═════ Material to process ═════
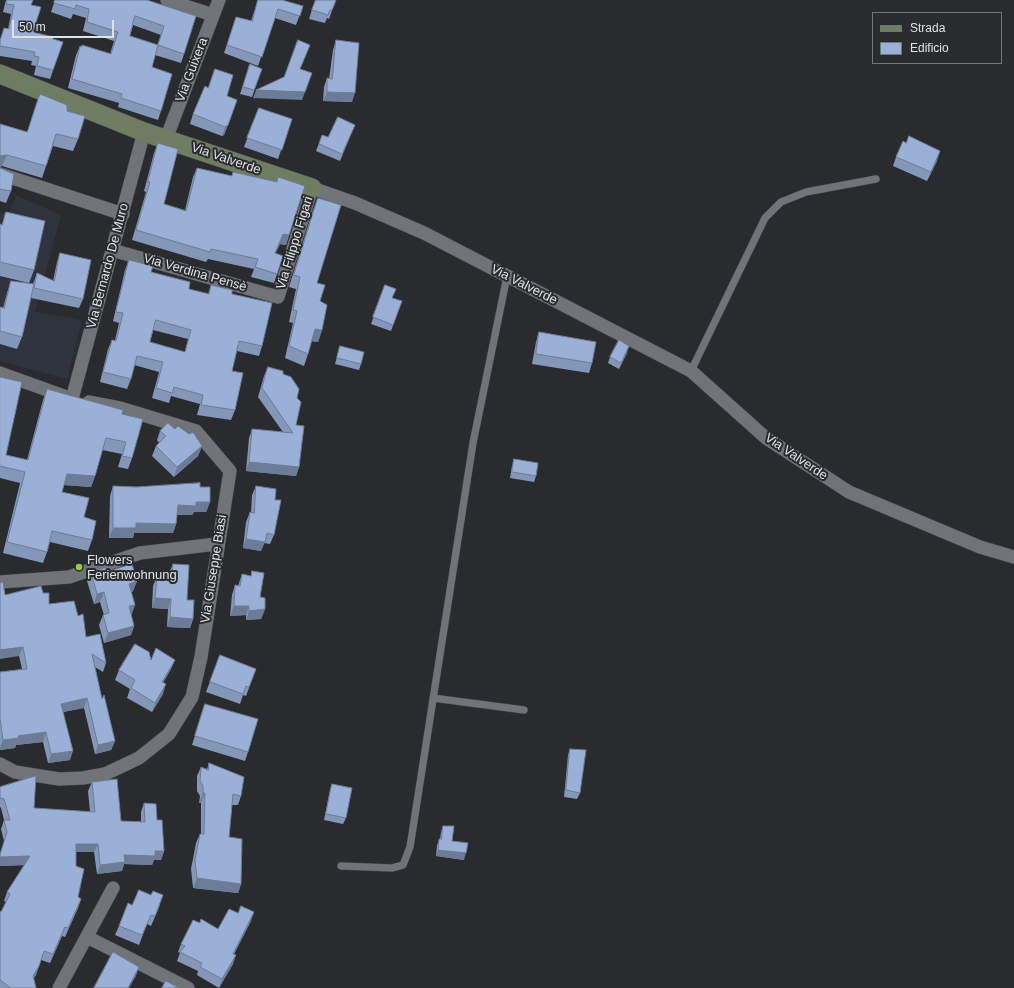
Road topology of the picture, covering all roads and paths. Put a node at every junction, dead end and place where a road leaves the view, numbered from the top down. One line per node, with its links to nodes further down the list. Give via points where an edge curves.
═════
═════ Material to process ═════
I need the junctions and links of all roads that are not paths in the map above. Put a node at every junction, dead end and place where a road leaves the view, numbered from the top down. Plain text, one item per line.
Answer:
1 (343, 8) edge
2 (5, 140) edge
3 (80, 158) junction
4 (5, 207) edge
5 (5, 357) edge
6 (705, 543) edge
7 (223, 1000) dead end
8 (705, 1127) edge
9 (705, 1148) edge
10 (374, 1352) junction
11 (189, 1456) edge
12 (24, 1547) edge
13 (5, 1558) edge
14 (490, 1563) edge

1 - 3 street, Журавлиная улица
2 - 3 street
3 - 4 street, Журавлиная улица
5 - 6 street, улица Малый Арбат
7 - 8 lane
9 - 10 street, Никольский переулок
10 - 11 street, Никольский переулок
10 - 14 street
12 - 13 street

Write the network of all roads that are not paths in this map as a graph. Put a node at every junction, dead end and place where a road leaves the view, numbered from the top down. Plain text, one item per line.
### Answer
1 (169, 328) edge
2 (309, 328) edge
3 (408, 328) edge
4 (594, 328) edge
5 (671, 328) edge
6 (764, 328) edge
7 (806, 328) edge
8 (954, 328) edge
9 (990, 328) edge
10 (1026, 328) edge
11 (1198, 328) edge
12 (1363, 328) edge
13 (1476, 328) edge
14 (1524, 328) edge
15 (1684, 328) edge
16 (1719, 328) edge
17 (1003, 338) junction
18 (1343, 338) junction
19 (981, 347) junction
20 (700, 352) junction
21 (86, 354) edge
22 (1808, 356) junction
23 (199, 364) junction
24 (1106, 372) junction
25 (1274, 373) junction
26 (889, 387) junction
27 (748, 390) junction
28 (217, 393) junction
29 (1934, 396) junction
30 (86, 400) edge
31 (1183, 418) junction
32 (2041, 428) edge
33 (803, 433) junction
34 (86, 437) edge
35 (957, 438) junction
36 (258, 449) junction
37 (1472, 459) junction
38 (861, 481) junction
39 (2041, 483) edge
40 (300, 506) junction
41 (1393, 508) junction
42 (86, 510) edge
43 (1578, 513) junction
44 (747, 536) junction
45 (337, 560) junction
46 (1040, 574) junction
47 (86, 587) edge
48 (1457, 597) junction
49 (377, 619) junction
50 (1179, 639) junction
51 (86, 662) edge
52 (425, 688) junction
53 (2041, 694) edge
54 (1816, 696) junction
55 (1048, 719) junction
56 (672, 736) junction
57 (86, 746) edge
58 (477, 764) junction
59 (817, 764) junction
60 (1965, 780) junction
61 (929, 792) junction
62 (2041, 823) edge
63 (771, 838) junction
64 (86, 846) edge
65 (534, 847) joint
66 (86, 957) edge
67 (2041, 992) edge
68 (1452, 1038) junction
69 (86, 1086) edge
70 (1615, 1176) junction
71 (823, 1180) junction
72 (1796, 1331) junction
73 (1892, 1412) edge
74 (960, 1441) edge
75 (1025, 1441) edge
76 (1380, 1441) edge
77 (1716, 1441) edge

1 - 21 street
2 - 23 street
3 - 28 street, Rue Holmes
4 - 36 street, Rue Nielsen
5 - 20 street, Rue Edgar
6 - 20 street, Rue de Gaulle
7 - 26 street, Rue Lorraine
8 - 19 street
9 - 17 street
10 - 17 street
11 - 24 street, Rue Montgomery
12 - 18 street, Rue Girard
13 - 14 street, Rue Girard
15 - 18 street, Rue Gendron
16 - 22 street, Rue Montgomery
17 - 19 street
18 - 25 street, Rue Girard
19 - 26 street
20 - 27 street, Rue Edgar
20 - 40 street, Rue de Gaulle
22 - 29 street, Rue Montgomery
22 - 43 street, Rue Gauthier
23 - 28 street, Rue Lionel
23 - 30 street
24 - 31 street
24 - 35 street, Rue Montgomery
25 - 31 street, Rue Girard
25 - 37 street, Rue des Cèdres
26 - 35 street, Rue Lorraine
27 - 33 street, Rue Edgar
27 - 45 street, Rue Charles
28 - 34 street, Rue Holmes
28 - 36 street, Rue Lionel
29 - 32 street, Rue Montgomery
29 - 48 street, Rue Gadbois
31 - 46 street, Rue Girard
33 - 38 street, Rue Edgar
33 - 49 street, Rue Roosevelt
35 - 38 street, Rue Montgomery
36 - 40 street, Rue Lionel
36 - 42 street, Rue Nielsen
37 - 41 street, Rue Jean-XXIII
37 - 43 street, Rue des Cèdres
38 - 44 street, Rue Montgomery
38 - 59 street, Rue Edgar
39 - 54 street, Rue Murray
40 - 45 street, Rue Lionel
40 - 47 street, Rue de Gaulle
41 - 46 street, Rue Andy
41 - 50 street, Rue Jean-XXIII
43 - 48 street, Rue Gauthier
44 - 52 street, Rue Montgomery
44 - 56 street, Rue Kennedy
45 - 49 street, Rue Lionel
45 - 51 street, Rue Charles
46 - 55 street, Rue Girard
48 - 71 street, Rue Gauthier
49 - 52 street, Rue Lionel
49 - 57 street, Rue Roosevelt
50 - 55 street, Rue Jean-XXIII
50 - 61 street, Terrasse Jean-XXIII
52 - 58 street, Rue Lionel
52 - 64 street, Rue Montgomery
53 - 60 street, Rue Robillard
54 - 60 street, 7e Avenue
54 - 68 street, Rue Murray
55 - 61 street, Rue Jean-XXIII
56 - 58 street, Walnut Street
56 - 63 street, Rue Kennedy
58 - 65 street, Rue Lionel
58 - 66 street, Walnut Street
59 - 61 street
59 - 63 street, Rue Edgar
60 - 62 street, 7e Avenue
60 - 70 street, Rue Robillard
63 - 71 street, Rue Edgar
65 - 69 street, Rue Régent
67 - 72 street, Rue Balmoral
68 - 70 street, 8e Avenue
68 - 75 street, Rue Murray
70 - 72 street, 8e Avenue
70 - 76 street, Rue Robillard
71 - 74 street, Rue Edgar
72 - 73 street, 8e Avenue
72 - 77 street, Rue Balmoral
═════
Problem requirements — Within the lines above, find those holding the word "that" and copy them.

Task result —
I need the junctions and links of all roads that are not paths in the map above. Put a node at every junction, dead end and place where a road leaves the view, numbered from the top down. Plain text, one item per line.
Write the network of all roads that are not paths in this map as a graph. Put a node at every junction, dead end and place where a road leaves the view, numbered from the top down. Plain text, one item per line.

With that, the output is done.